1. You always seem to have some kind of test – whether it is a midterm or pop-up quiz, these are so frequent that after the first few tests you stop being surprised when your professor issues you with a test.

2. You have to submit papers via hard copy – for those of us who are used to staying up all night before an essay is due and submitting it online with only minutes to spare, this is quite a hassle.

3. Attendance contributes to your final grade – most professors take attendance every class to monitor students attendance and usually if students miss more than a certain number of classes, it is deducted off your attendance mark… How fun…

4. Students don’t have seminars – so this means that you will usually have a day (or if you are lucky enough a few days) off each week to sleep all day. But even though seminars don’t exist, professors ensure students don’t fall asleep in their classes by making sure participation in classes contribute to your final grade… Awesome!

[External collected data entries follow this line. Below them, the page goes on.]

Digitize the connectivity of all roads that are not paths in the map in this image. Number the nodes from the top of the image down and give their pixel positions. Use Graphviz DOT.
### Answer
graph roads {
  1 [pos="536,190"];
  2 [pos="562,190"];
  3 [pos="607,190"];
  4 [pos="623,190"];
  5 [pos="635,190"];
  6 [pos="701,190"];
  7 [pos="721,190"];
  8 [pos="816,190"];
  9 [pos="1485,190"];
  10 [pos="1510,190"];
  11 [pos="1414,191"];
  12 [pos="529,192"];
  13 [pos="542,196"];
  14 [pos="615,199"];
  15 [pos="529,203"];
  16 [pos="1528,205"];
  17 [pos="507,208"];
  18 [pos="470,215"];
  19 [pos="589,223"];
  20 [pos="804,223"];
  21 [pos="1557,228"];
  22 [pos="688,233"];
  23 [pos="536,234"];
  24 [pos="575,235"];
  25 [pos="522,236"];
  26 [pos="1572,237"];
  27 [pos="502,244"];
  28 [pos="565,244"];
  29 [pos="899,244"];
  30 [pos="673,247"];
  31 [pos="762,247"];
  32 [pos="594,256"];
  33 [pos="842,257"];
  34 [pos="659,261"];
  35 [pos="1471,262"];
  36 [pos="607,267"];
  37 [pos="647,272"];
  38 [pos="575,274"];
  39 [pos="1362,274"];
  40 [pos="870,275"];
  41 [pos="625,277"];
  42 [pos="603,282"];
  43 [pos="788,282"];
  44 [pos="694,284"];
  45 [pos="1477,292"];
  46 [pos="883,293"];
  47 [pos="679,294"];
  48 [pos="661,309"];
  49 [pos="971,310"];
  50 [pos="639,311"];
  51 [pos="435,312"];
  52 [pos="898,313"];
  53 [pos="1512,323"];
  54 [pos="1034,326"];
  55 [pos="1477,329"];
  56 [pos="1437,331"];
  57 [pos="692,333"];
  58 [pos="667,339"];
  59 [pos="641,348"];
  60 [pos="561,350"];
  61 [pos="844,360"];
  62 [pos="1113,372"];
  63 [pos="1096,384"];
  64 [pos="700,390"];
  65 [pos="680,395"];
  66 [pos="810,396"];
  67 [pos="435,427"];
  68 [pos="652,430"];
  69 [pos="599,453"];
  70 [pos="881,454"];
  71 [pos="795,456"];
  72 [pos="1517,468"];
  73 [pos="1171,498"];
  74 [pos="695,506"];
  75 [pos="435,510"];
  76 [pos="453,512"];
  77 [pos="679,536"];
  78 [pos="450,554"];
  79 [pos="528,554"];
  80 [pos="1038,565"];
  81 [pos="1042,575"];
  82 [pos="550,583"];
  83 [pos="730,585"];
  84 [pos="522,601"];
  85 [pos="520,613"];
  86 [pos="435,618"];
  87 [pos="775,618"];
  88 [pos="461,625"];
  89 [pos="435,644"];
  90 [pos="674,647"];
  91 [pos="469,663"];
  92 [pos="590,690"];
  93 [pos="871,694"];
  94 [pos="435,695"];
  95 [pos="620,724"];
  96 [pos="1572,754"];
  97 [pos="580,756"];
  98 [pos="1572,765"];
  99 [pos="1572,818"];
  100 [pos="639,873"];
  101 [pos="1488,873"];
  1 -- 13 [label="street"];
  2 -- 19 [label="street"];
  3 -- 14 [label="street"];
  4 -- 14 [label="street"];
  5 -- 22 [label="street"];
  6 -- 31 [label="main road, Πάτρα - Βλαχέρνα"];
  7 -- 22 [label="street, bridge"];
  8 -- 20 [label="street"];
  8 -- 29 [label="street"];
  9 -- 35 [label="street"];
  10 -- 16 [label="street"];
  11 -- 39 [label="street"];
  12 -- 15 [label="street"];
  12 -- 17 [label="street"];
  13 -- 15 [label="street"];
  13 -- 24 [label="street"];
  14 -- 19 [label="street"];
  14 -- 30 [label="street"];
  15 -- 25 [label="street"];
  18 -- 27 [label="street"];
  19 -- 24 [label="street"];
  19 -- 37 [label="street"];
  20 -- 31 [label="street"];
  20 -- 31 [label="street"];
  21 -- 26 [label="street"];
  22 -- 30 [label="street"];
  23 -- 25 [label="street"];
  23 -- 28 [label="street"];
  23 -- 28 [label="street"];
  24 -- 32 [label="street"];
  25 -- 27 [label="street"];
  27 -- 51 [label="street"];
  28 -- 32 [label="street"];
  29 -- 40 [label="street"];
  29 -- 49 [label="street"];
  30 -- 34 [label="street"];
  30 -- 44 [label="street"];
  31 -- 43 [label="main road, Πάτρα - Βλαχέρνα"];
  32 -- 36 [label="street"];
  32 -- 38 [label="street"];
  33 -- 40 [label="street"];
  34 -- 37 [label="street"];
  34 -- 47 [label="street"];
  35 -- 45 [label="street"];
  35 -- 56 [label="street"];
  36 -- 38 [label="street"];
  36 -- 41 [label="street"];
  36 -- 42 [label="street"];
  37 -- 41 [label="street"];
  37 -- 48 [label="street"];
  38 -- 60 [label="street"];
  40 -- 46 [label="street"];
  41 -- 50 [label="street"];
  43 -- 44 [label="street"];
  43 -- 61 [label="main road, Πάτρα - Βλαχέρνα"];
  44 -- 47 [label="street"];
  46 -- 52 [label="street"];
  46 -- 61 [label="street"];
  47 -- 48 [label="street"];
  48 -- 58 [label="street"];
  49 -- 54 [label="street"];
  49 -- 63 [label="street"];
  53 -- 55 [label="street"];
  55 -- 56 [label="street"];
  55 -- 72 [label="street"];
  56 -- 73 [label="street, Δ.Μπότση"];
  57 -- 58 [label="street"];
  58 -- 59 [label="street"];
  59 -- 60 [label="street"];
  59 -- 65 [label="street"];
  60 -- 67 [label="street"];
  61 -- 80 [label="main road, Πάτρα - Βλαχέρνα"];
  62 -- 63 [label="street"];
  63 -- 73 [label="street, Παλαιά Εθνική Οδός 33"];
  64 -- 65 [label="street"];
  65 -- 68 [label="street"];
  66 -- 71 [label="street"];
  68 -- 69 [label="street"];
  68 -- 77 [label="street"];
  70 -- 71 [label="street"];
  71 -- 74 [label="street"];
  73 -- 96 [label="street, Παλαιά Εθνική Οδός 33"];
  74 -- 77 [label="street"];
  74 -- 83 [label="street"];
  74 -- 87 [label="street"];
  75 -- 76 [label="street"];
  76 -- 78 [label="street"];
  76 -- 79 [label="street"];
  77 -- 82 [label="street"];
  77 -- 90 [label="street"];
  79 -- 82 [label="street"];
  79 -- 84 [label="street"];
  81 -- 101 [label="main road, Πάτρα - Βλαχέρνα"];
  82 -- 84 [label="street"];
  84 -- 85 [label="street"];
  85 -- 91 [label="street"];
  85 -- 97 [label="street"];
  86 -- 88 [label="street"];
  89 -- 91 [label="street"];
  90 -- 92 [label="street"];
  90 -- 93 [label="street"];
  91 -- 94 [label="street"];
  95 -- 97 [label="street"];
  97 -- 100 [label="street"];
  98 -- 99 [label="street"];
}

5. Students get unimaginable amounts of free things – those of you who thought freshers’ week was the biggest freebie event, you were wrong! American ‘colleges’ give out tonnes of free goodies – pizza, cakes, water bottles, t-shirts – on a (nearly) weekly basis… #Winning

6. Sports is a huge thing – everyone in some way can relate to sports, whether it is watching it, such as football (not what real football is, but a sport similar to rugby), or going to the gym. The gym is amazing, with a swimming pool, basketball courts and places where you can rent out equipment… for free! I never thought I would hear myself say it but, I LOVE THE GYM!

7. Students don’t interact in classes – this is pretty odd because for most of us it is a usual thing to talk to people in lectures.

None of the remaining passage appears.